Soon after we arrived, a brand new Central-Mall, including a Post Office, beauty shop and, a huge modern Ralph’s Market was opened in Abqaiq. We couldn’t help noticing people entering a section of the store behind closed doors. Our curiosity prompted us to investigate and, sure enough, the room was filled with hams, bacon, and sausage–all forbidden pork to the Muslims, but quietly available to us Aramcons from America. Another thing we noticed was a shelf with special yeast, sugar and fruit juices for making wine, beer and alcohol, even though it was outlawed in this land. It suddenly dawned on us, “Oh, that’s the reason for that little room in our detached garage that has electricity, running water, sink, floor drain, etc.” Strange inconsistencies in this land!
For items other than groceries, we women had two choices–both requiring us to leave the safe confines of the camp and dress very circumspectly with long skirts, covered arms and modest neck lines. It didn’t take us long to realize that a feminine version of the “thaub”, the slender, loose-fitting, long shirt that the Saudi men wore, was the smart way to comply with the rigid-clothing requirement and protect ourselves from the brutal heat and sudden stinging sand storms. We could shop with our husbands in the native Suks. They rather primitive stores, just outside camp, run by Pakistaneans. Or we could take the Aramco bus with girl friends into Al Khobar, our closest native city. There we could find almost anything we needed, if we looked hard enough in their dusty, not too modern shops.
By far the most thrilling adventure of our two years in Saudi was our Christmas trip to Riyadh to attend a performance of Handel’s “Messiah” inside the Riyadh Air Base, and experience a “Goat Grab” out in the desert. A group of Christians, attached to an American Fighter Group, who lived behind the protective walls of the base, had organized and invited us to this special weekend. Believers from all the Aramco camps in Saudi were flown into Riyadh and lodged with other Christians in the city. Our host, an AT&T executive and his wife lived in a tiny, doubly secured, high-rise apartment. Their life was more restricted than ours, where we lived under the umbrella of a company camp.

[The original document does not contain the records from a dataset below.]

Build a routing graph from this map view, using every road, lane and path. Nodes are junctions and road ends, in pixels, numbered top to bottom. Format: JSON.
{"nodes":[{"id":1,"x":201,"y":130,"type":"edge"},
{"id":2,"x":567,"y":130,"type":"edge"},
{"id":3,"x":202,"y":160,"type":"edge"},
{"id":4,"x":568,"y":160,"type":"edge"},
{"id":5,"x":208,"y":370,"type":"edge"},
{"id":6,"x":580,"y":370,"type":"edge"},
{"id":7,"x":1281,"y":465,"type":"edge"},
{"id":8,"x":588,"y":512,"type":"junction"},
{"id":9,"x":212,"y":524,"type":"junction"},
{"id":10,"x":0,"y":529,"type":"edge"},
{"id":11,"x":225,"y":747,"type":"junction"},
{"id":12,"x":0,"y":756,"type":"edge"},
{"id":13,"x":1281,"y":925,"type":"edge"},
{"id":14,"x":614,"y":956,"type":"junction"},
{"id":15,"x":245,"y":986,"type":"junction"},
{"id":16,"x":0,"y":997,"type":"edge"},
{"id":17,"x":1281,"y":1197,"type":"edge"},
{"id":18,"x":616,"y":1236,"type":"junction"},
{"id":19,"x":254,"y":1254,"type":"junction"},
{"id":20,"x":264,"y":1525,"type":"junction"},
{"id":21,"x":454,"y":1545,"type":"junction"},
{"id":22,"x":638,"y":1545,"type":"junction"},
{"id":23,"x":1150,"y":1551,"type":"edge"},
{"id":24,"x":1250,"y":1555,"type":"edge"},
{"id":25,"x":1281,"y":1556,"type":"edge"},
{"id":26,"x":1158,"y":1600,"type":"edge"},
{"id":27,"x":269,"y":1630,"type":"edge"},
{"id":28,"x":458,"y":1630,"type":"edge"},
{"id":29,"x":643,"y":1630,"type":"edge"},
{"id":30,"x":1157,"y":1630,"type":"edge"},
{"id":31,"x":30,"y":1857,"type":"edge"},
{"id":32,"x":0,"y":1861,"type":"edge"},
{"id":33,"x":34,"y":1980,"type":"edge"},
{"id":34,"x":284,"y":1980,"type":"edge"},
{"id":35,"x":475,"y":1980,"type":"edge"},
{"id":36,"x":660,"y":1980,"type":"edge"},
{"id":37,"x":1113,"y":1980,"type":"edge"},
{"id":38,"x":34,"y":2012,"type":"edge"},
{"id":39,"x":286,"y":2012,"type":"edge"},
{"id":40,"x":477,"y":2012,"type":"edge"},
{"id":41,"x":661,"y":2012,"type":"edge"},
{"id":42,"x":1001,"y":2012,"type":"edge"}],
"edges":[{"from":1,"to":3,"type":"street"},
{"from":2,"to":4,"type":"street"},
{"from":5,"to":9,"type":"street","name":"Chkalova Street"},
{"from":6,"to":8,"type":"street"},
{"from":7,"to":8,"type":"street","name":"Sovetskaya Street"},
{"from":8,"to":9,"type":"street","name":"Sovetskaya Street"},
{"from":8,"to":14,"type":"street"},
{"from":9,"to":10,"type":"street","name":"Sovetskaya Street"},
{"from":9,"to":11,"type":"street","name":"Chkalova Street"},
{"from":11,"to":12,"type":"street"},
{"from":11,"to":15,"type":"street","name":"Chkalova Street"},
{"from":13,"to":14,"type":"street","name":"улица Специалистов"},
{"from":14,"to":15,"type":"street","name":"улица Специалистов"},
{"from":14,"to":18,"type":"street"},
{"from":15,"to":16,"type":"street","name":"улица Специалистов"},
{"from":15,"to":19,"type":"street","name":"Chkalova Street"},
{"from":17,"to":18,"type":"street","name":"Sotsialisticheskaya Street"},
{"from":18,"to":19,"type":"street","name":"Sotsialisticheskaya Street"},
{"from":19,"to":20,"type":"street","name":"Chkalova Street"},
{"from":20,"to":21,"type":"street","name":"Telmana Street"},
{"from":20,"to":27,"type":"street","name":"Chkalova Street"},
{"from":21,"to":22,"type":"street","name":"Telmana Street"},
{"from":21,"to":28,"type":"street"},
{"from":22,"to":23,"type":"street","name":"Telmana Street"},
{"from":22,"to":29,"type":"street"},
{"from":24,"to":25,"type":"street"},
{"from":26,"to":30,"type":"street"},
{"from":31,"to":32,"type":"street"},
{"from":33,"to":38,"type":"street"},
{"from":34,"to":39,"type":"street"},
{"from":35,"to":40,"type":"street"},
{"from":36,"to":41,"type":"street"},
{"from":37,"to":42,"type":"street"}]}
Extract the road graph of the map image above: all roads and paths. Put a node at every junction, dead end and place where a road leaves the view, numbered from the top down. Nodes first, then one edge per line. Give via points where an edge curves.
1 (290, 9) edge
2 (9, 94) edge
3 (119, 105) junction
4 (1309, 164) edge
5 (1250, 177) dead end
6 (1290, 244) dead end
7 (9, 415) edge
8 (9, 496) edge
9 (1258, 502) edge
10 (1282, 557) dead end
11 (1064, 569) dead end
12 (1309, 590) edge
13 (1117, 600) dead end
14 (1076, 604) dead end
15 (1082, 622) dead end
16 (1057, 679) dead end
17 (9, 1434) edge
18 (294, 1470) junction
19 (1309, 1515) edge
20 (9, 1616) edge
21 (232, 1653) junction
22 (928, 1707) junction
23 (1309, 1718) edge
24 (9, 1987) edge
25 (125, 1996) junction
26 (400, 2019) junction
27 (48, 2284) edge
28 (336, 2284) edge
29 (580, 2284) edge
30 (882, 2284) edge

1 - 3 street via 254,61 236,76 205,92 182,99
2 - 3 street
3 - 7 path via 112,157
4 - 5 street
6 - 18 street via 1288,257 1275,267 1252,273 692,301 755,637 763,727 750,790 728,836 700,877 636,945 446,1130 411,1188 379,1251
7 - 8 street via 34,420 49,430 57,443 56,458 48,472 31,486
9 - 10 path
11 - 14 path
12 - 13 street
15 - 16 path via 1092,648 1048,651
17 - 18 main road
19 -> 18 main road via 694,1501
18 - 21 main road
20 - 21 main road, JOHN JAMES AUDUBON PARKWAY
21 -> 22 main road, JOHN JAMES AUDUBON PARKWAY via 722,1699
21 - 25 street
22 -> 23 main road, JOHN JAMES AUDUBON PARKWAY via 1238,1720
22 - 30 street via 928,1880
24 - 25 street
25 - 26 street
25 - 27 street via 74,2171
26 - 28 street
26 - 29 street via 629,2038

The familiar words and music of the “Messiah” never seemed more comforting than they did in this land, so far from family and loved ones. Never have we joined in more heartily on the “Hallelujah Chorus”. Little did we realize that an even greater thrill awaited us out in the desert.
The “Goat Grab” is a glorified Saudi Pot Luck. The goat had been pit barbecued ahead of time, and was the focal point of the long serving table and the main dish of the meal. Saudi Lebanese and American dishes completed the menu.
We had seated ourselves in small cluster groups on the sand, and after enjoying the delicious food, were just reveling in the beauty of the cool moonlit evening, when suddenly we saw fire leaping up from a nearby campfire. We were drawn to it, like moths to a light. We had no sooner re-seated ourselves, than we heard singing. Was it French? German? Filipino? A blend, we decided. The tune was Silent Night. The rest of the evening we enjoyed each other’s version of the many beloved carols. In this setting, so near where the first Christmas occurred, we could almost imagine ourselves as the shepherds of that familiar story!